_Assignment_
Below are records to write out again, exactly as they read.

_Records to use_
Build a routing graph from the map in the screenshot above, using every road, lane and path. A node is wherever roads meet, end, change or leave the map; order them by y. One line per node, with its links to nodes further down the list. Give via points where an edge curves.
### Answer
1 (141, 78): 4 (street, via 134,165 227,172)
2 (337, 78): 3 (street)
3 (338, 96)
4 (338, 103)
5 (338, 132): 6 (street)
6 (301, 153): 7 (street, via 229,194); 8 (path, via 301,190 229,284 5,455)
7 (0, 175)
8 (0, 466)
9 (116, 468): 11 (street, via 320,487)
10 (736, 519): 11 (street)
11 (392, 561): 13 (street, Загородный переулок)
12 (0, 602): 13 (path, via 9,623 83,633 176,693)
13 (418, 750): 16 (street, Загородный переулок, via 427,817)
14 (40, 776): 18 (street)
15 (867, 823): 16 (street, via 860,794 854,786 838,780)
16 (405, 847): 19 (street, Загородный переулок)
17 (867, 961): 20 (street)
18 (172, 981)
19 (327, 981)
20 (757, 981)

_Output of the exercise_
Build a routing graph from the map in the screenshot above, using every road, lane and path. A node is wherever roads meet, end, change or leave the map; order them by y. One line per node, with its links to nodes further down the list. Give via points where an edge curves.
### Answer
1 (141, 78): 4 (street, via 134,165 227,172)
2 (337, 78): 3 (street)
3 (338, 96)
4 (338, 103)
5 (338, 132): 6 (street)
6 (301, 153): 7 (street, via 229,194); 8 (path, via 301,190 229,284 5,455)
7 (0, 175)
8 (0, 466)
9 (116, 468): 11 (street, via 320,487)
10 (736, 519): 11 (street)
11 (392, 561): 13 (street, Загородный переулок)
12 (0, 602): 13 (path, via 9,623 83,633 176,693)
13 (418, 750): 16 (street, Загородный переулок, via 427,817)
14 (40, 776): 18 (street)
15 (867, 823): 16 (street, via 860,794 854,786 838,780)
16 (405, 847): 19 (street, Загородный переулок)
17 (867, 961): 20 (street)
18 (172, 981)
19 (327, 981)
20 (757, 981)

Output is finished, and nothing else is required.